Native American actress (born 1997)

Alaqua Cox (born February 13, 1997) is a Native American (Menominee) actress. She landed her breakthrough role – her first ever acting experience – as Maya Lopez / Echo within the Marvel Cinematic Universe in the Disney+ series Hawkeye (2021), continuing as the protagonist in the spin-off series Echo (2024).

==Early life==
Cox was born Deaf. She was born and raised in the Menominee Indian Reservation in Keshena, Wisconsin, and is of the Menominee and Mohican nation. She attended the Wisconsin School for the Deaf, where she played on the girls' basketball team from 2014 to 2015 and on the volleyball team.

Part of Cox's right leg is amputated. She uses a prosthesis.

== Career ==
On December 2, 2020, in her acting debut, she was cast in Hawkeye as Echo. The news drew applause from deaf activist Nyle DiMarco. In June 2021, Echo co-creator David W. Mack reacted to the news of the Echo television series by expressing gratitude to Cox for being a representative for deaf and indigenous youth: "I taught at the School for the Deaf in Africa, Asia, [and] Europe, in my work for the U.S. State Department, [and] the students love Echo [and] will be happy about this."

At Marvel's Hawkeye premiere, Cox told a reporter from Variety. "I don't know why they're giving me this opportunity, but I'm just grateful.
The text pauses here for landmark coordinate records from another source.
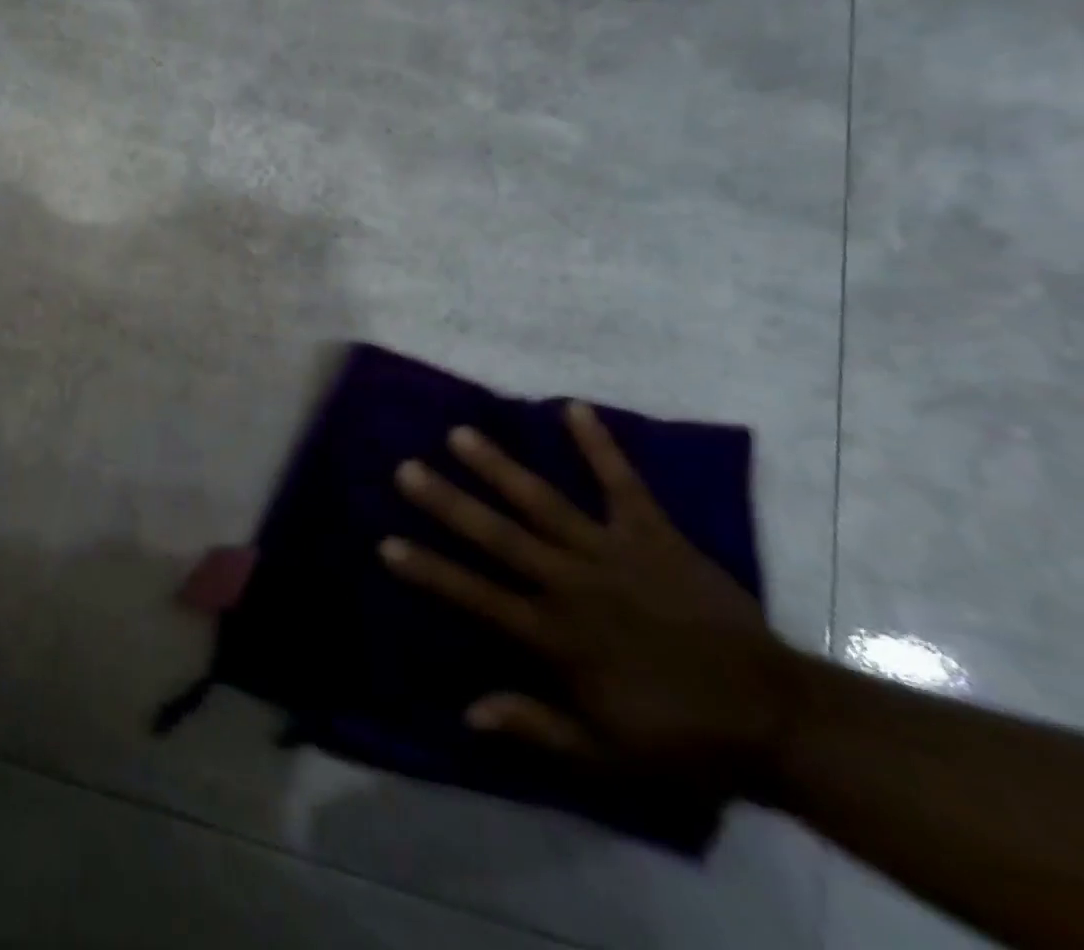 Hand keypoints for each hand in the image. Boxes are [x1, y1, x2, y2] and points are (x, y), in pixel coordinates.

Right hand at [380, 401, 798, 800]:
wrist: (779, 720)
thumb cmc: (681, 737)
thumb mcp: (606, 756)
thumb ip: (537, 727)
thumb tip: (468, 711)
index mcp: (557, 636)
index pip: (478, 597)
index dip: (431, 570)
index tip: (386, 543)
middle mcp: (573, 583)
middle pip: (500, 537)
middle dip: (450, 502)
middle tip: (407, 468)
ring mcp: (614, 552)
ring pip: (545, 502)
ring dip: (500, 467)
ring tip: (460, 434)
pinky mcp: (654, 534)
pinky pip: (624, 483)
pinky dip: (600, 445)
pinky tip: (573, 407) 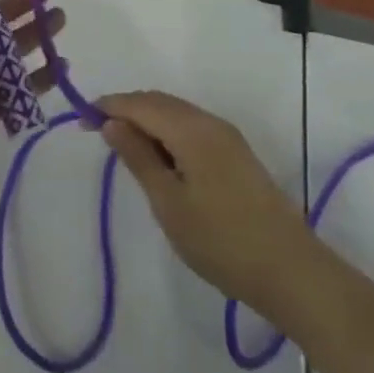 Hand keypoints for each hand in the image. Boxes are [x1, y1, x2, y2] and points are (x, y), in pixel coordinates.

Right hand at [97, 91, 313, 317]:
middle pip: (159, 102)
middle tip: (98, 131)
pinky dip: (168, 132)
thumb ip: (139, 158)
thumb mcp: (169, 204)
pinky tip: (160, 158)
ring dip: (148, 121)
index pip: (140, 103)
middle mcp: (209, 121)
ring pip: (176, 113)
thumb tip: (112, 123)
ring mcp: (226, 136)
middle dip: (127, 109)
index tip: (82, 118)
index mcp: (190, 128)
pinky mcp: (236, 153)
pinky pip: (191, 127)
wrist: (291, 270)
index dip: (110, 105)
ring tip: (125, 146)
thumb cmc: (221, 240) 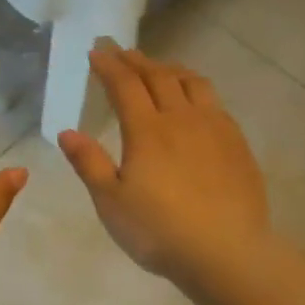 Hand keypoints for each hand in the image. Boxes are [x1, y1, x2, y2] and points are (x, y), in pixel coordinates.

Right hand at [57, 43, 270, 290]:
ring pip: (192, 83)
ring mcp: (215, 128)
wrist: (226, 252)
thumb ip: (89, 163)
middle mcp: (182, 118)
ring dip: (171, 69)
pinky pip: (215, 102)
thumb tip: (67, 132)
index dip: (108, 65)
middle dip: (137, 61)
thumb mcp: (111, 202)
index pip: (125, 85)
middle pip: (158, 77)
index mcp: (147, 130)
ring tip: (159, 68)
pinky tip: (195, 103)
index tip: (96, 52)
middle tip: (122, 52)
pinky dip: (196, 90)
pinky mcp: (237, 143)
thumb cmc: (159, 231) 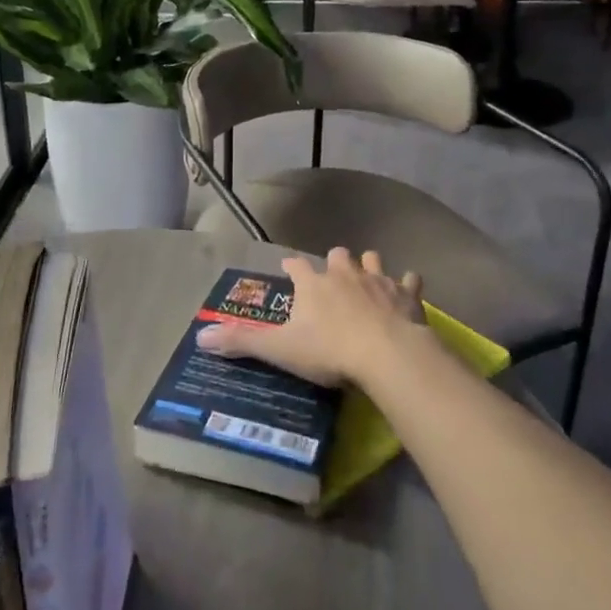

I'm excited for the support and being able to advocate for the deaf community. We want to have that equality and get more people involved. I'm just so grateful for all of the opportunities I've been given." Cox told Disney's D23 magazine that Jeremy Renner and Hailee Steinfeld both worked to learn some American Sign Language so that they could communicate more easily with her. "I thought it was sweet of them putting in efforts to learn basic ASL to communicate with me. It means a lot to me as a deaf person."

Cox went on to star as the character in the miniseries Echo (2024).

==Personal life==
Cox's father died in November 2021. Her maternal cousin, Darnell Besaw, played the child version of Cox's character in both Hawkeye and Echo.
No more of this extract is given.